(Collected data entries)
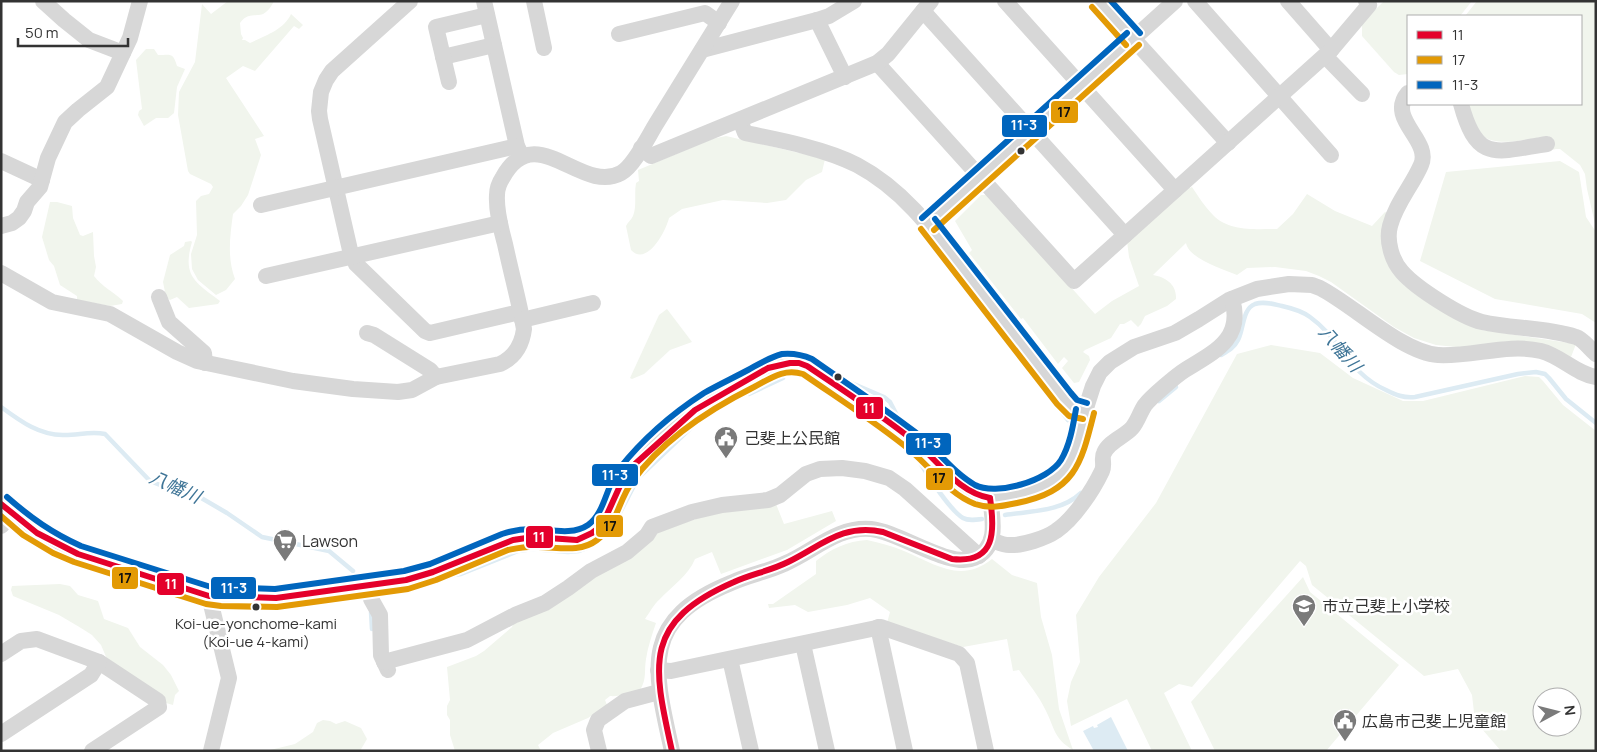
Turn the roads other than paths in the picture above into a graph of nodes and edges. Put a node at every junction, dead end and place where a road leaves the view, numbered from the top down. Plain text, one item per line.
1 (43, 1) edge
2 (140, 1) edge
3 (410, 1) edge
4 (534, 1) edge
5 (732, 1) edge
6 (838, 1) edge
7 (854, 1) edge
8 (1005, 1) edge
9 (1099, 1) edge
10 (1175, 1) edge
11 (1195, 1) edge
12 (1288, 1) edge
13 (1366, 1) edge
14 (927, 6) edge
15 (486, 8) edge
16 (823, 18) junction
17 (719, 23) junction
18 (619, 34) dead end
19 (1133, 39) junction
20 (494, 45) junction
21 (544, 48) dead end
22 (702, 50) junction
23 (123, 53) junction
24 (1328, 53) junction
25 (443, 57) junction
26 (877, 63) junction
27 (846, 77) junction
28 (449, 82) dead end
29 (1082, 85) junction
30 (1362, 94) dead end
31 (1407, 95) edge
32 (1279, 97) junction
33 (1461, 105) edge
34 (740, 120) junction
35 (1032, 131) junction
36 (1228, 142) junction
37 (1547, 144) dead end
38 (641, 148) junction
39 (520, 152) junction
40 (1331, 155) dead end
41 (1, 160) edge
42 (981, 176) junction
43 (42, 180) junction
44 (336, 187) junction
45 (1175, 190) junction
46 (261, 205) dead end
47 (500, 223) junction
48 (928, 224) junction
49 (1, 226) edge
50 (1125, 235) junction
51 (353, 257) junction
52 (1, 273) edge
53 (266, 276) dead end
54 (159, 297) dead end
55 (1232, 299) junction
56 (593, 303) dead end
57 (521, 316) junction
58 (367, 333) dead end
59 (1596, 354) edge
60 (205, 363) junction
61 (436, 377) junction
62 (1596, 377) edge
63 (1085, 411) junction
64 (990, 498) junction
65 (5, 514) edge
66 (991, 540) junction
67 (980, 556) junction
68 (370, 585) junction
69 (210, 596) junction
70 (878, 628) junction
71 (803, 644) junction
72 (1, 654) edge
73 (730, 659) junction
74 (99, 662) junction
75 (658, 670) junction
76 (659, 692) junction
77 (1, 734) edge
78 (97, 749) edge
79 (211, 751) edge
80 (599, 751) edge
81 (672, 751) edge
82 (750, 751) edge
83 (827, 751) edge
84 (905, 751) edge
85 (986, 751) edge

1 - 23 street
2 - 23 street
3 - 44 street
4 - 21 street
5 - 17 street
6 - 16 street
7 - 16 street
8 - 29 street
9 - 19 street
10 - 19 street
11 - 32 street
12 - 24 street
13 - 24 street
14 - 26 street
14 - 35 street
15 - 20 street
15 - 25 street
16 - 22 street
16 - 27 street
17 - 18 street
17 - 22 street
19 - 29 street
19 - 36 street
20 - 25 street
20 - 39 street
22 - 38 street
23 - 43 street
24 - 30 street
24 - 32 street
25 - 28 street
26 - 27 street
26 - 42 street
27 - 34 street
29 - 35 street
29 - 45 street
31 - 59 street
32 - 36 street
32 - 40 street
33 - 37 street
34 - 38 street
34 - 48 street
35 - 42 street
35 - 50 street
36 - 45 street
38 - 39 street
39 - 44 street
39 - 47 street
41 - 43 street
42 - 48 street
42 - 50 street
43 - 49 street
44 - 46 street
44 - 51 street
45 - 50 street
47 - 51 street
47 - 57 street
48 - 63 street
51 - 53 street
51 - 57 street
52 - 60 street
54 - 60 street
55 - 62 street
55 - 63 street
55 - 66 street
56 - 57 street
57 - 61 street
58 - 61 street
60 - 61 street
63 - 64 street
64 - 66 street
64 - 68 street
65 - 69 street
66 - 67 street
67 - 68 street
67 - 75 street
68 - 69 street
69 - 79 street
70 - 71 street
70 - 84 street
70 - 85 street
71 - 73 street
71 - 83 street
72 - 74 street
73 - 75 street
73 - 82 street
74 - 77 street
74 - 78 street
75 - 76 street
76 - 80 street
76 - 81 street

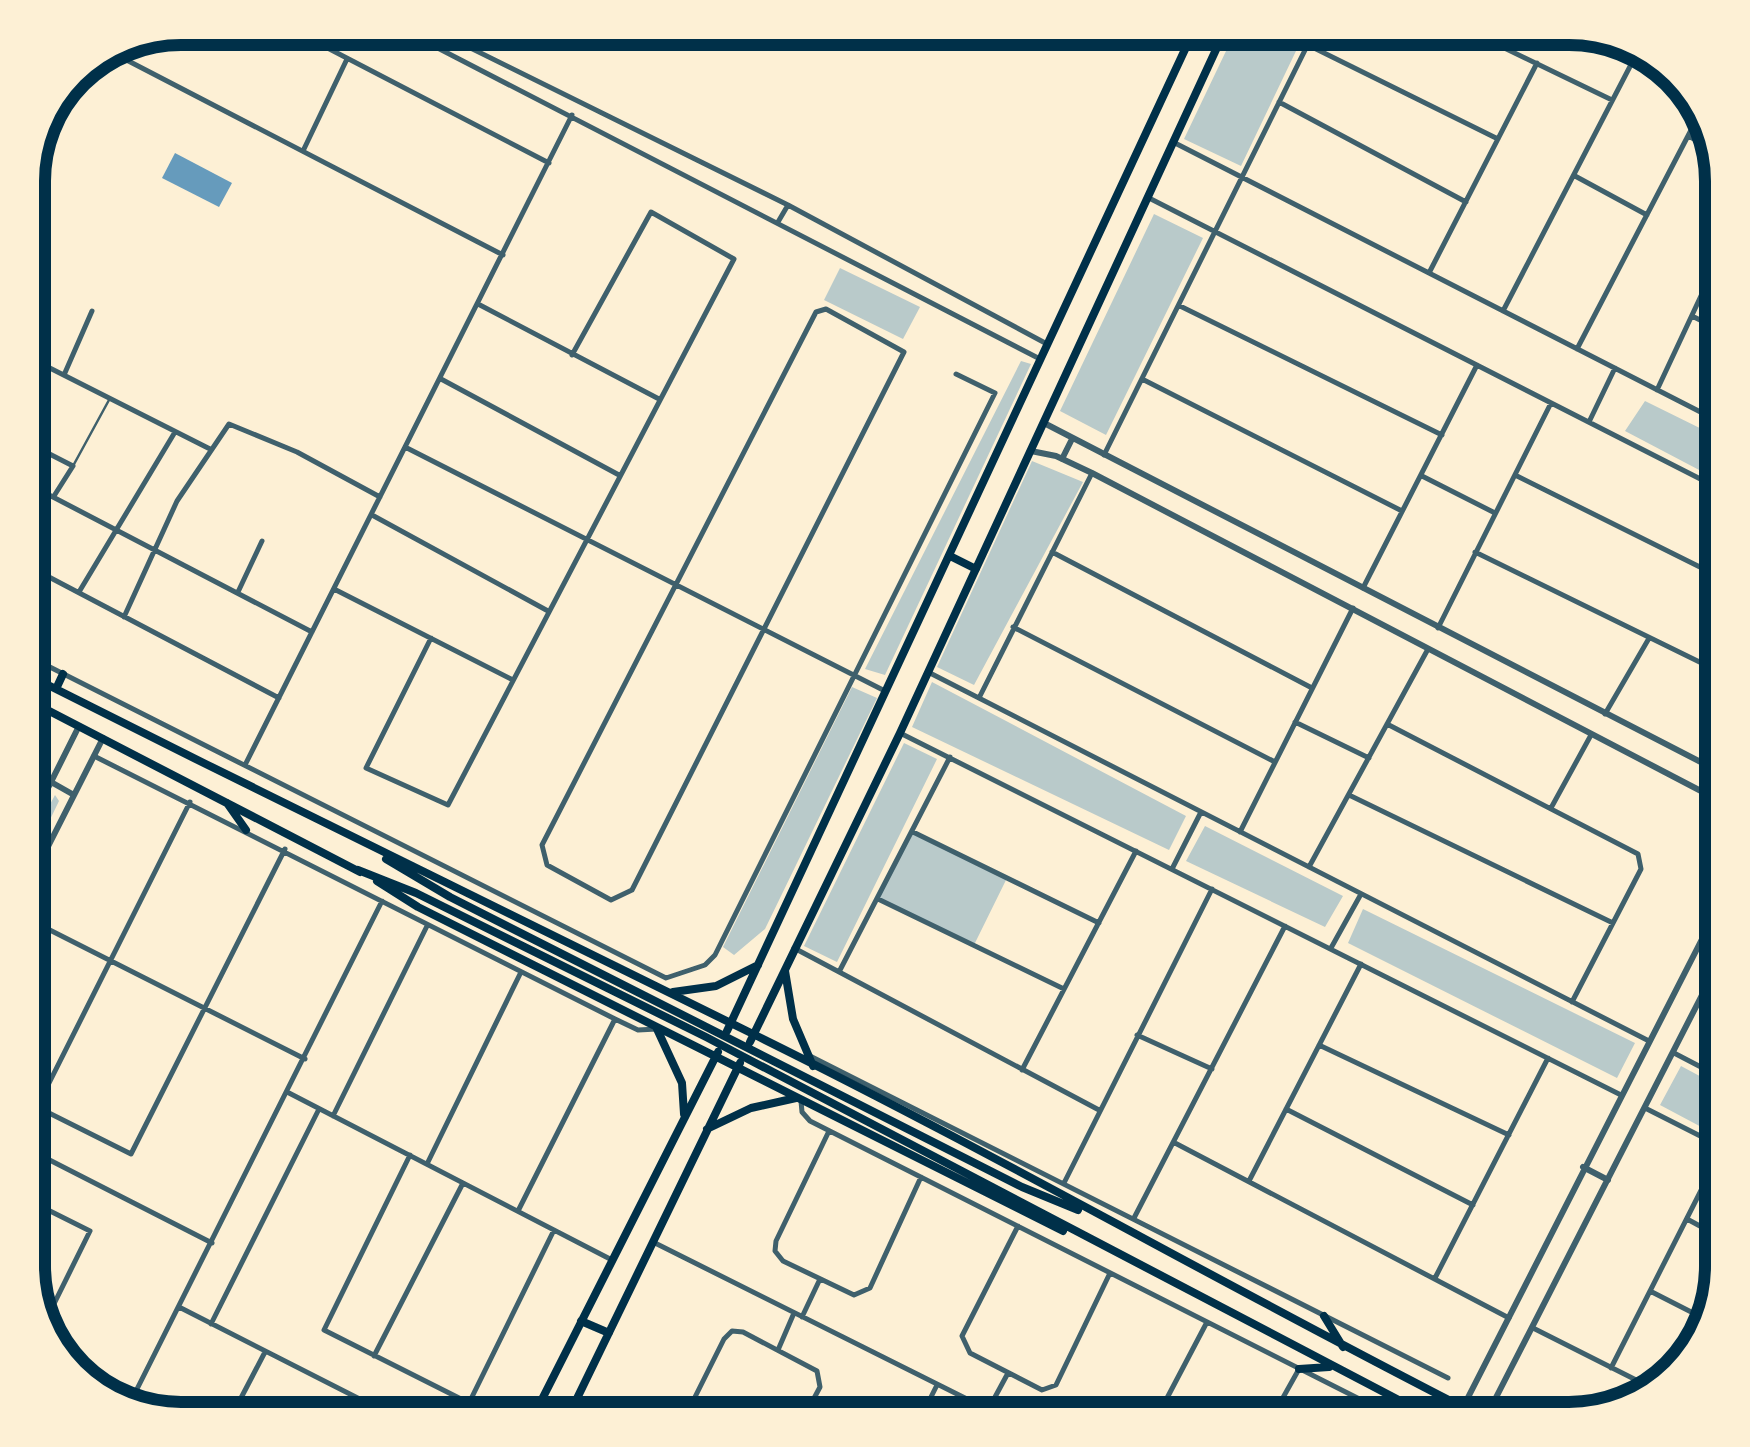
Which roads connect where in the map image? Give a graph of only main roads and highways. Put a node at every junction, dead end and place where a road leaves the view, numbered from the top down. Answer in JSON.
{"nodes":[{"id":1,"x":1187,"y":45,"type":"edge"},
{"id":2,"x":1218,"y":45,"type":"edge"},
{"id":3,"x":950,"y":556,"type":"junction"},
{"id":4,"x":976,"y":569,"type":"junction"},
{"id":5,"x":63,"y":674,"type":"road end"},
{"id":6,"x":45,"y":683,"type":"edge"},
{"id":7,"x":56,"y":689,"type":"junction"},
{"id":8,"x":45,"y":709,"type":"edge"},
{"id":9,"x":227,"y":804,"type":"junction"},
{"id":10,"x":246,"y":830,"type":"road end"},
{"id":11,"x":361,"y":844,"type":"junction"},
{"id":12,"x":358,"y":870,"type":"junction"},
{"id":13,"x":758,"y":965,"type":"junction"},
{"id":14,"x":784,"y":970,"type":"junction"},
{"id":15,"x":669,"y":992,"type":"junction"},
{"id":16,"x":729,"y":1027,"type":"junction"},
{"id":17,"x":657,"y":1028,"type":"junction"},
{"id":18,"x":752,"y":1038,"type":"junction"},
{"id":19,"x":716,"y":1054,"type":"junction"},
{"id":20,"x":738,"y":1066,"type":"junction"},
{"id":21,"x":813,"y":1066,"type":"junction"},
{"id":22,"x":800,"y":1098,"type":"junction"},
{"id":23,"x":684,"y":1117,"type":"junction"},
{"id":24,"x":706,"y":1129,"type":"junction"},
{"id":25,"x":1098,"y":1218,"type":"junction"},
{"id":26,"x":1086,"y":1240,"type":"junction"},
{"id":27,"x":1324,"y":1316,"type":"road end"},
{"id":28,"x":581,"y":1320,"type":"junction"},
{"id":29,"x":609,"y":1334,"type":"junction"},
{"id":30,"x":1343,"y":1347,"type":"junction"},
{"id":31,"x":1299,"y":1368,"type":"road end"},
{"id":32,"x":1337,"y":1368,"type":"junction"},
{"id":33,"x":541,"y":1402,"type":"edge"},
{"id":34,"x":576,"y":1402,"type":"edge"},
{"id":35,"x":1401,"y":1402,"type":"edge"},
{"id":36,"x":1451,"y":1402,"type":"edge"}],
"edges":[{"from":1,"to":3,"type":"main road"},
{"from":2,"to":4,"type":"main road"},
{"from":3,"to":4,"type":"main road"},
{"from":3,"to":13,"type":"main road"},
{"from":4,"to":14,"type":"main road"},
{"from":5,"to":7,"type":"main road"},
{"from":6,"to":7,"type":"main road"},
{"from":7,"to":11,"type":"main road"},
{"from":8,"to":9,"type":"main road"},
{"from":9,"to":10,"type":"main road"},
{"from":9,"to":12,"type":"main road"},
{"from":11,"to":15,"type":"main road"},
{"from":11,"to":25,"type":"main road"},
{"from":12,"to":17,"type":"main road"},
{"from":12,"to":26,"type":"main road"},
{"from":13,"to":15,"type":"main road"},
{"from":13,"to":16,"type":"main road"},
{"from":14,"to":18,"type":"main road"},
{"from":14,"to":21,"type":"main road"},
{"from":15,"to":16,"type":"main road"},
{"from":16,"to":18,"type":"main road"},
{"from":17,"to":19,"type":"main road"},
{"from":17,"to":23,"type":"main road"},
{"from":18,"to":21,"type":"main road"},
{"from":19,"to":20,"type":"main road"},
{"from":19,"to":23,"type":"main road"},
{"from":20,"to":22,"type":"main road"},
{"from":20,"to":24,"type":"main road"},
{"from":21,"to":25,"type":"main road"},
{"from":22,"to":24,"type":"main road"},
{"from":22,"to":26,"type":"main road"},
{"from":23,"to":28,"type":"main road"},
{"from":24,"to":29,"type":"main road"},
{"from":25,"to":30,"type":"main road"},
{"from":26,"to":32,"type":"main road"},
{"from":27,"to":30,"type":"main road"},
{"from":28,"to":29,"type":"main road"},
{"from":28,"to":33,"type":"main road"},
{"from":29,"to":34,"type":"main road"},
{"from":30,"to":36,"type":"main road"},
{"from":31,"to":32,"type":"main road"},
{"from":32,"to":35,"type":"main road"}]}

EXERCISE INSTRUCTIONS
Go through the data above and find the lines with the word "nodes". Copy each of those lines.

TASK SOLUTION
Turn the roads other than paths in the picture above into a graph of nodes and edges. Put a node at every junction, dead end and place where a road leaves the view, numbered from the top down. Plain text, one item per line.
{"nodes":[{"id":1,"x":1187,"y":45,"type":"edge"},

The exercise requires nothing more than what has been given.